Since we want to do this mathematically, let's be pedantic and not use the physicists' habit of letting the same letter denote a physical quantity and the function which describes its dependence on other physical quantities. (A convenient practice, but also a source of much confusion...)

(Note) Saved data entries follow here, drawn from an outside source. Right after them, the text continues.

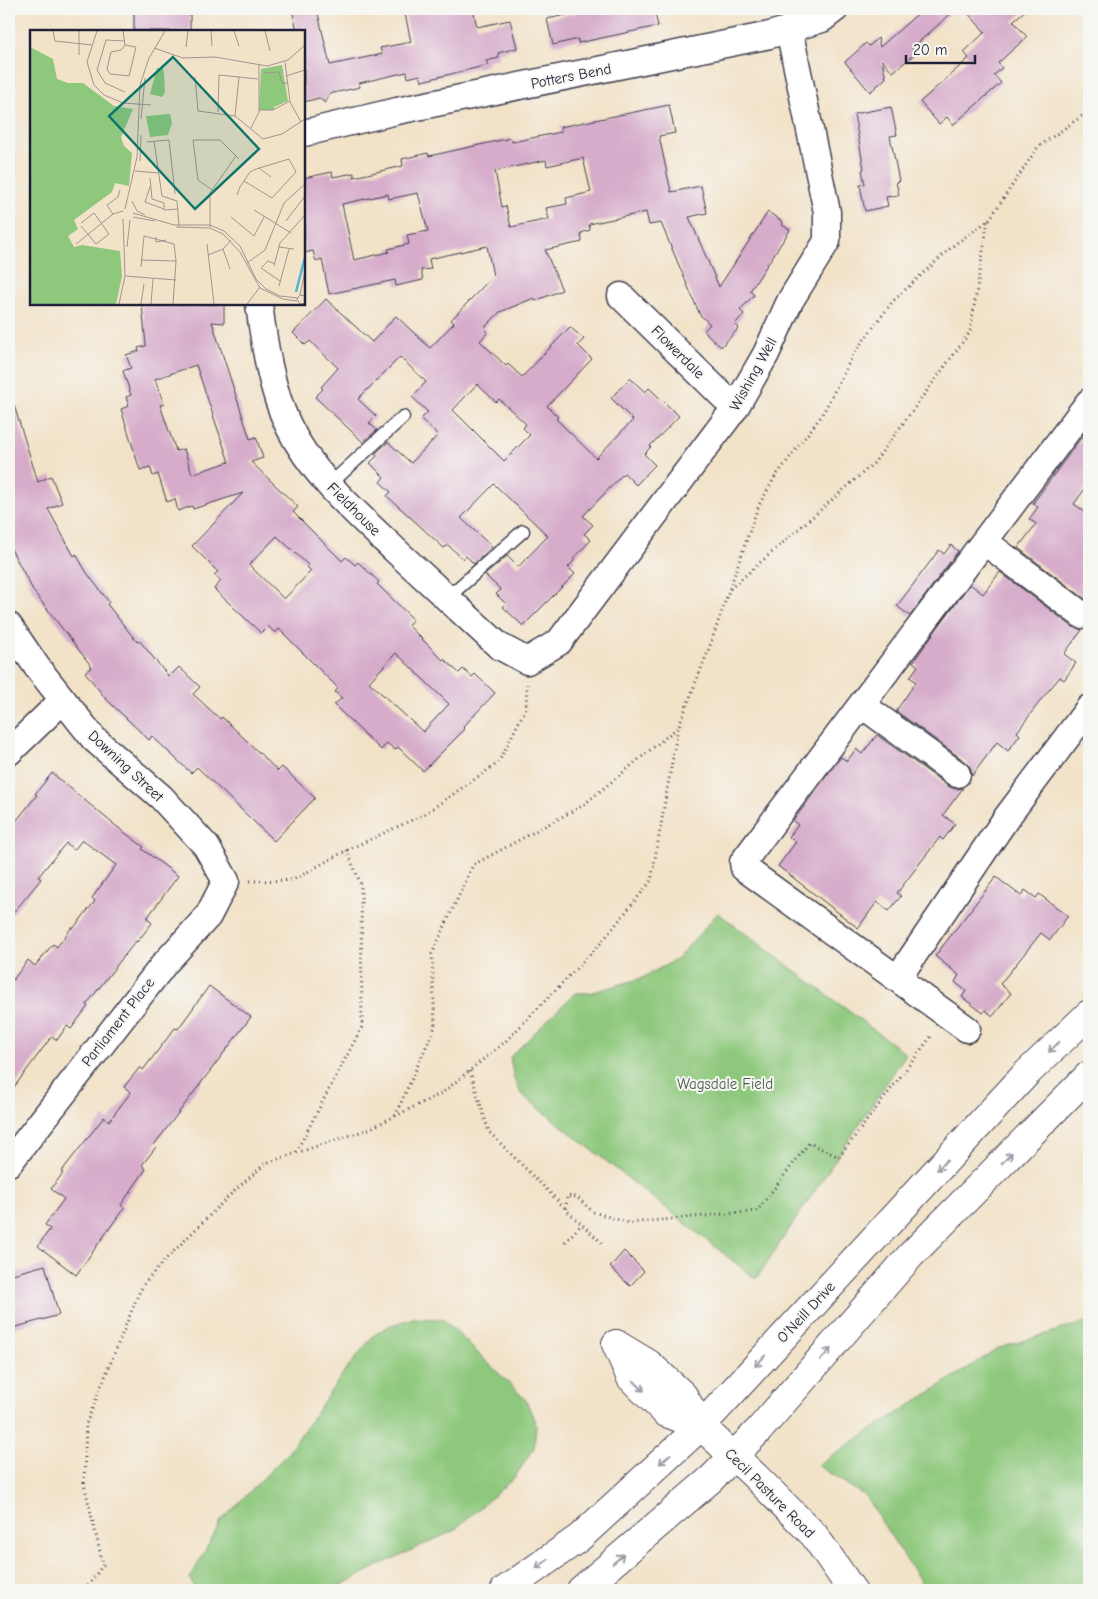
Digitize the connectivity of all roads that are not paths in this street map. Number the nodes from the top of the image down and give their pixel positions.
1 (835, 9) edge
2 (789, 29) junction
3 (305, 133) edge
4 (621, 296) dead end
5 (259, 305) edge
6 (1089, 402) edge
7 (735, 408) junction
8 (403, 417) dead end
9 (328, 485) junction
10 (524, 531) dead end
11 (985, 542) junction
12 (447, 598) junction
13 (1082, 614) dead end
14 (9, 626) edge
15 (527, 661) joint
16 (64, 700) junction
17 (862, 705) junction
18 (1089, 708) edge
19 (9, 752) edge
20 (958, 774) dead end
21 (226, 881) joint
22 (898, 978) junction
23 (1089, 1014) edge
24 (958, 1021) road end
25 (1089, 1075) edge
26 (9, 1163) edge
27 (701, 1426) junction
28 (734, 1455) junction
29 (505, 1590) edge
30 (581, 1590) edge
31 (852, 1590) edge

1 - 2 street, Potters Bend
2 - 3 street, Potters Bend
2 - 7 street, Wishing Well
4 - 7 street, Flowerdale
5 - 9 street, Fieldhouse
6 - 11 street
7 - 15 street, Wishing Well
8 - 9 lane
9 - 12 street, Fieldhouse
10 - 12 lane
11 - 13 street
11 - 17 street
12 - 15 street, Fieldhouse
14 - 16 street, Downing Street
16 - 19 street
16 - 21 street, Downing Street
17 - 20 street
17 - 22 street
18 - 22 street
21 - 26 street, Parliament Place
22 - 24 street
23 -> 27 main road, O'Neill Drive
28 -> 25 main road
27 - 28 main road, Cecil Pasture Road
27 -> 29 main road, O'Neill Drive
30 -> 28 main road
28 - 31 main road, Cecil Pasture Road

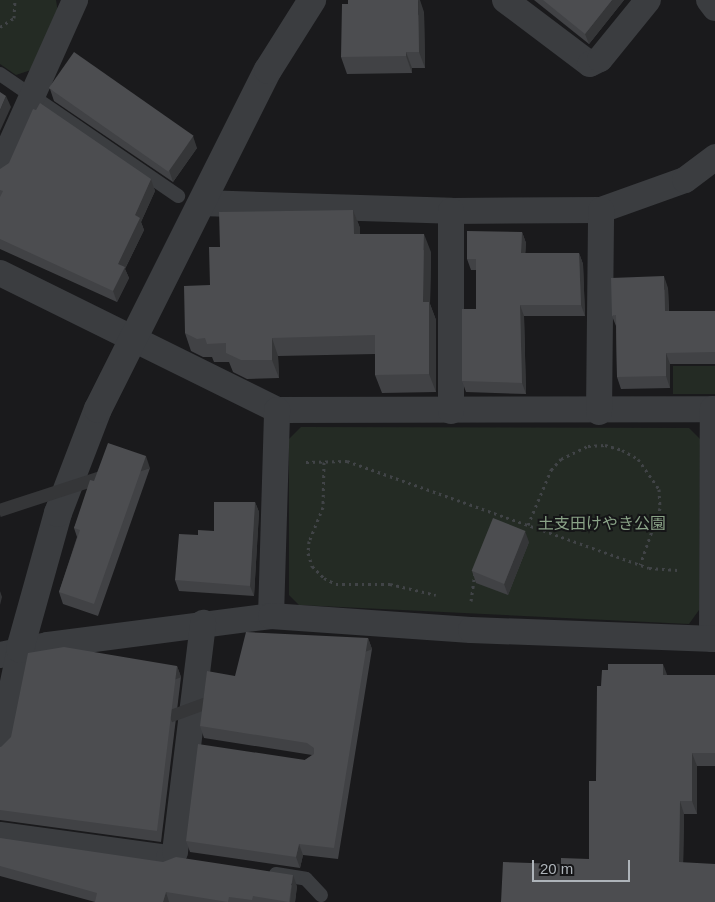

Thus, if we wiew $h$ as a function of $T$ and $p$, we write $$h=H_1(T,p),$$ where $h$ is the value of a physical quantity and $H_1$ is a function of two variables. But if we wiew $h$ as a function of $s$ and $p$, it's a different function, so we use another symbol and write $$h=H_2(s,p)$$ instead. Now, $s$ may also be viewed as a function of $T$ and $p$, say $s=S(T,p)$, and if we insert this into $H_2$ we get an expression for $h$ as a function of $T$ and $p$, and this must of course agree with what the function $H_1$ says, so we have the relation $$ H_1(T,p) = H_2(S(T,p),p) \tag{a} . $$ What physicists write as $$ c_p = \left(\frac{\partial h}{\partial T} \right)_p , $$ a pure mathematician would write as $$ c_p(T,p) = \frac{\partial H_1}{\partial T}(T,p) , $$ and using the chain rule in (a), we see that we can also compute this as $$ c_p(T,p) = \frac{\partial H_2}{\partial s}(S(T,p),p) \, \frac{\partial S}{\partial T}(T,p) . \tag{b} $$ Next, the differential relation $$ dh = T \, ds + v \, dp $$ concerns $h$ as a function of $s$ and $p$, so it says something about the function $H_2(s,p)$, namely that if we write $T=\tau(s,p)$ and $v=V(s,p)$ to denote the dependence of $T$ and $v$ on $s$ and $p$, then we have $$ \tau(s,p) = \frac{\partial H_2}{\partial s}(s,p) \qquad\text{and}\qquad V(s,p) = \frac{\partial H_2}{\partial p}(s,p) . $$ Comparing the first of these two equalities with what we had in (b), we find that $$ c_p(T,p) = \tau(S(T,p),p) \, \frac{\partial S}{\partial T}(T,p) . $$ Here, finally, $\tau(S(T,p),p)$ is simply $T$ again (if you think about the definitions for a while), while $\frac{\partial S}{\partial T}(T,p)$ is what physicists write as $\left({\partial s \over \partial T} \right)_p$. And there you have it, $c_p = T \, \left({\partial s \over \partial T} \right)_p$.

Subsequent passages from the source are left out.